Dataset content below:

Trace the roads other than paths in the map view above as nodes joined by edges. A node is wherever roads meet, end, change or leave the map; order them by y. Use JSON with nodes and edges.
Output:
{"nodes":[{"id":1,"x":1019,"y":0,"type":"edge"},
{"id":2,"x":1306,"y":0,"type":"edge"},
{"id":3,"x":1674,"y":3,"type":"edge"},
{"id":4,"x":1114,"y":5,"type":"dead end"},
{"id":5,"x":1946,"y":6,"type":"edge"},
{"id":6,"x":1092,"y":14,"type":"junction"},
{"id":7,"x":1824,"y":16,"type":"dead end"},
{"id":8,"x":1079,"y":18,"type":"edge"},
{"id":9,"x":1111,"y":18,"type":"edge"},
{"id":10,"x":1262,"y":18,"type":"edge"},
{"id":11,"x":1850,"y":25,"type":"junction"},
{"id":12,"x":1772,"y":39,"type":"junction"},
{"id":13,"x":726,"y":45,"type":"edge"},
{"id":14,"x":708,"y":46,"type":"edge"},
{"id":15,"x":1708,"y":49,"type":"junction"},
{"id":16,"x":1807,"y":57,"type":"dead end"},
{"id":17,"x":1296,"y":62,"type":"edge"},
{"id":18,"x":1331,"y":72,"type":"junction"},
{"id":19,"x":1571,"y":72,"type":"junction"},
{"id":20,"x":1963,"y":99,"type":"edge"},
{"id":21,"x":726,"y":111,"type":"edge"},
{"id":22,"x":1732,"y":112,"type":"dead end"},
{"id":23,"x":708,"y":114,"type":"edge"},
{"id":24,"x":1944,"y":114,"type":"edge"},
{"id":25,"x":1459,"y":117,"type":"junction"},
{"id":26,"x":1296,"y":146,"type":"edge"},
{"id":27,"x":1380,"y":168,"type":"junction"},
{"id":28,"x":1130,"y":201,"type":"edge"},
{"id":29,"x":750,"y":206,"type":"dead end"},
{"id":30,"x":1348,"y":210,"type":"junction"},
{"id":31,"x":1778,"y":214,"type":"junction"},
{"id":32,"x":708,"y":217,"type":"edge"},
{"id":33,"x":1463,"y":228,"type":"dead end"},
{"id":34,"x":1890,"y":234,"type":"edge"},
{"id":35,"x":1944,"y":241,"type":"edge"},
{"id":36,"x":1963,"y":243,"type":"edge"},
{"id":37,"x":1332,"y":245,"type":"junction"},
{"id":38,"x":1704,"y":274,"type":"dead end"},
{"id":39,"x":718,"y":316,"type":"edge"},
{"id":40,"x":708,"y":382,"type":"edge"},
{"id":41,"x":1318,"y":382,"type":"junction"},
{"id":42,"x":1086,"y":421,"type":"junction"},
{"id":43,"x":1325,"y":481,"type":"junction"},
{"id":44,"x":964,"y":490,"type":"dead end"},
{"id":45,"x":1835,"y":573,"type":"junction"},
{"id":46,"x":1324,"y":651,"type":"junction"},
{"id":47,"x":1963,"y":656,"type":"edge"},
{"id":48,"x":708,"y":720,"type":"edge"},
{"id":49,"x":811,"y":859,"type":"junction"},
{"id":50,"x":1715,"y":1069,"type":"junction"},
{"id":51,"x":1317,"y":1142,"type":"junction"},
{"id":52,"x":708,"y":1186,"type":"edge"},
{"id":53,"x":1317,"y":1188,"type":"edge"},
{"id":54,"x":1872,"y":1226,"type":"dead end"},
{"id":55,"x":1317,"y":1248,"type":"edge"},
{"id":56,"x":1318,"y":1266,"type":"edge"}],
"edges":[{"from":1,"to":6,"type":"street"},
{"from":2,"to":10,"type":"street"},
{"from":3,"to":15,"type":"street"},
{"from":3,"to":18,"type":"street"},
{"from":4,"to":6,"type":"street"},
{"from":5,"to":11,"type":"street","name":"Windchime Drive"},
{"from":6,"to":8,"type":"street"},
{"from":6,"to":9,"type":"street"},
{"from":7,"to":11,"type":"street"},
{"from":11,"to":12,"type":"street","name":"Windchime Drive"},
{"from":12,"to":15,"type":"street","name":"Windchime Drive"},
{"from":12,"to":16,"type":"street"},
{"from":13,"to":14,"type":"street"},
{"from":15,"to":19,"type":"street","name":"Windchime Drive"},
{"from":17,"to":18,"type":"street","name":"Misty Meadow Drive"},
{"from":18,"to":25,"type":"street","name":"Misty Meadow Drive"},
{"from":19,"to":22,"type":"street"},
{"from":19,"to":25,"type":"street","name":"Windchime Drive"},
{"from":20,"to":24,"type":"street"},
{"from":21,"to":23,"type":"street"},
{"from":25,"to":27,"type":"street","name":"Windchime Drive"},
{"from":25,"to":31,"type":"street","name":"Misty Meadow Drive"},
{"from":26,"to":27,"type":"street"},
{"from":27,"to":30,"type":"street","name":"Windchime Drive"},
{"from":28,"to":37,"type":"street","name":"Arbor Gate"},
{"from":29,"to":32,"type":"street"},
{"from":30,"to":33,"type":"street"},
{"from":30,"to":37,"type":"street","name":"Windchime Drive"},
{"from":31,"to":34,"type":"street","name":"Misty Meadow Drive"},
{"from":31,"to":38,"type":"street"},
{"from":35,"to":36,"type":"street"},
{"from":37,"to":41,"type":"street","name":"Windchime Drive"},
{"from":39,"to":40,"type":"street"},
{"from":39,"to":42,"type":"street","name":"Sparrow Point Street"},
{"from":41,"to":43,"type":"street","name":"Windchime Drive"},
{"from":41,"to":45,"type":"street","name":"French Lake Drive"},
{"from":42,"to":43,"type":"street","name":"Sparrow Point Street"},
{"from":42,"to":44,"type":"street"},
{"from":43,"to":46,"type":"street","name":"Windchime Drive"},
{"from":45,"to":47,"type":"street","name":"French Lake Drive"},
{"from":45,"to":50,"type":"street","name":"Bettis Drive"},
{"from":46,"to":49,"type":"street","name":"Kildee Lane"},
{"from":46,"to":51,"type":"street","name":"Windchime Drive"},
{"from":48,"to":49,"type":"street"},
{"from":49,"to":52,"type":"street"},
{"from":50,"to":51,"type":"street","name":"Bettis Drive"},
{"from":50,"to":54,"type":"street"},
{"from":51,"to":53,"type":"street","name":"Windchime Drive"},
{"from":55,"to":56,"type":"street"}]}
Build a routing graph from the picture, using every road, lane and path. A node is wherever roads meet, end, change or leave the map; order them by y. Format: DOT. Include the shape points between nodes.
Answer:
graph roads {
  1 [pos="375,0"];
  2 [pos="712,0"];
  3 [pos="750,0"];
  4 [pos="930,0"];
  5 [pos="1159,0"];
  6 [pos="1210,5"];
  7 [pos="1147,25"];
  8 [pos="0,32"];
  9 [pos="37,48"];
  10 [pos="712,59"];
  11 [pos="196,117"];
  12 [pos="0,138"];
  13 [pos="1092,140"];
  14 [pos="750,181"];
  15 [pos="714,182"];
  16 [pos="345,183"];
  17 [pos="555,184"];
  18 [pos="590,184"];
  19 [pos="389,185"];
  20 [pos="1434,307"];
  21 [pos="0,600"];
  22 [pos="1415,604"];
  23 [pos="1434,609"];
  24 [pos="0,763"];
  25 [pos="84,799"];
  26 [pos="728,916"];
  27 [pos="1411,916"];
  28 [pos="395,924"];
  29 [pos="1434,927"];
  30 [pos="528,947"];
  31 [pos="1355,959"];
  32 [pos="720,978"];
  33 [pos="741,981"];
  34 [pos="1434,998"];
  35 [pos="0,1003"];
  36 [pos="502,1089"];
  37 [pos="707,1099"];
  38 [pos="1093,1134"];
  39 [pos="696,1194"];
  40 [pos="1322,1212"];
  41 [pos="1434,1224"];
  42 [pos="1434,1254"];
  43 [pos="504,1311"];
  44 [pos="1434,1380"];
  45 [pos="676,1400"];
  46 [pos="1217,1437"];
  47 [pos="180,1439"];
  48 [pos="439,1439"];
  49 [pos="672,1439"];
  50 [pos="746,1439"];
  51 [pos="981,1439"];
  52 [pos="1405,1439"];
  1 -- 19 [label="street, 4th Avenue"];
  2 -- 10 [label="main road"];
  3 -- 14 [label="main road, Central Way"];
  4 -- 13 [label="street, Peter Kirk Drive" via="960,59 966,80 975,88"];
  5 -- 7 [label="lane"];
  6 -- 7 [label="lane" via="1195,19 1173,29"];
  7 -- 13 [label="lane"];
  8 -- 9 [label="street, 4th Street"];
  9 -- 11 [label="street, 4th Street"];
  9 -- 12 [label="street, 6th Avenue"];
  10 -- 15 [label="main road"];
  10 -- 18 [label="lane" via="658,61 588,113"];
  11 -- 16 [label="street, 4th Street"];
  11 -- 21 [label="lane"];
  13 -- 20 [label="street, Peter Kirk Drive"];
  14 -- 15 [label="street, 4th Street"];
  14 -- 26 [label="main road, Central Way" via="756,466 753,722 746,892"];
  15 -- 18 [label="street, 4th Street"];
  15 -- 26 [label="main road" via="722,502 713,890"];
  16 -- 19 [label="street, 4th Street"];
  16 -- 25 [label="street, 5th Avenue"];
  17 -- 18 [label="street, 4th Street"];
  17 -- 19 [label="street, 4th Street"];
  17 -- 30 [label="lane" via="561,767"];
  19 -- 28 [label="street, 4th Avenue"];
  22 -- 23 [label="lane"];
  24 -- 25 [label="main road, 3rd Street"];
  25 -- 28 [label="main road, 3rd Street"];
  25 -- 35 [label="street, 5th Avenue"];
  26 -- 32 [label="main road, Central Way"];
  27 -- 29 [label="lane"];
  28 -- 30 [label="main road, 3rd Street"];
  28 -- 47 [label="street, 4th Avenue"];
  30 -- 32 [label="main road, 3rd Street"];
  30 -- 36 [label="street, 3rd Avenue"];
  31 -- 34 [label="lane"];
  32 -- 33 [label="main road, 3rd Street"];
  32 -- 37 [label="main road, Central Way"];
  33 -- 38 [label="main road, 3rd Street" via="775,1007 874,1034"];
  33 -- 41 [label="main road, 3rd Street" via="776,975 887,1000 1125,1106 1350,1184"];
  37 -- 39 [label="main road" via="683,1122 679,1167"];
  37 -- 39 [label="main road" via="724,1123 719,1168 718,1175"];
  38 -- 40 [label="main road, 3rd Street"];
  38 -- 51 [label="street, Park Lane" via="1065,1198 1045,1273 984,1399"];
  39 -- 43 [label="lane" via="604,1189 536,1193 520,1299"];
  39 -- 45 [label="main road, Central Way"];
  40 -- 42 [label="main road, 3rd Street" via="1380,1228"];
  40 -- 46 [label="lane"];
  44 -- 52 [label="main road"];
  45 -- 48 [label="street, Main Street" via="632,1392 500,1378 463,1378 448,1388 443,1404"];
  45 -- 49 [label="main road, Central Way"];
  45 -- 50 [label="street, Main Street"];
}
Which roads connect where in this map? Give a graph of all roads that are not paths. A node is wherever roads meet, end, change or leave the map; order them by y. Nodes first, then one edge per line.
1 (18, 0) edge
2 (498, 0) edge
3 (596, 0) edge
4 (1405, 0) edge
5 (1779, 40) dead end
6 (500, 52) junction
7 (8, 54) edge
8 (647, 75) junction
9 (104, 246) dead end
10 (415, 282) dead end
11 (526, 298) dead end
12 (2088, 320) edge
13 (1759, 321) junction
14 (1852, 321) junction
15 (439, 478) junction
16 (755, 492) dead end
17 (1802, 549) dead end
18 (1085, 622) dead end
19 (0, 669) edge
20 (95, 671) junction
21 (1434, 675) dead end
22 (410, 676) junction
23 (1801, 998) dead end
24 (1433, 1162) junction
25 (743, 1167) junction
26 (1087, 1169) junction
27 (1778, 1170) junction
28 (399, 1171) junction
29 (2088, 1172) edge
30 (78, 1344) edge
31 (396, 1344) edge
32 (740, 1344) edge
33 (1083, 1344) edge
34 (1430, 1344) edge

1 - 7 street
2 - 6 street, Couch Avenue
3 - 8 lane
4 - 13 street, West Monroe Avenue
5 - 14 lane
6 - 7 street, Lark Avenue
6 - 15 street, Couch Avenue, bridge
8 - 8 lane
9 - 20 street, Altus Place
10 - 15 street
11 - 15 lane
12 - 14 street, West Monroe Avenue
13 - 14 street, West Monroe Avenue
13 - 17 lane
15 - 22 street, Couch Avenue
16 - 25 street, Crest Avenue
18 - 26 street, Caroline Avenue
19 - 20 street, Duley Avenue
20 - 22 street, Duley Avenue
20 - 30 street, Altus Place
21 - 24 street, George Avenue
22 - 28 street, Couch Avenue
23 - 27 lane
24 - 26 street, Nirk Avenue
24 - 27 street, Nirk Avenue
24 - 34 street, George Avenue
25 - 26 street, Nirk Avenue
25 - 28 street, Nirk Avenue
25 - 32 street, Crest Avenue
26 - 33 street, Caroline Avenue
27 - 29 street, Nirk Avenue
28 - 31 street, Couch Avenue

End of Dataset content.

> **Task goal**
To answer, state the number of lines in the records holding the string "West", and leave out everything else.

> **Result of this exercise**
3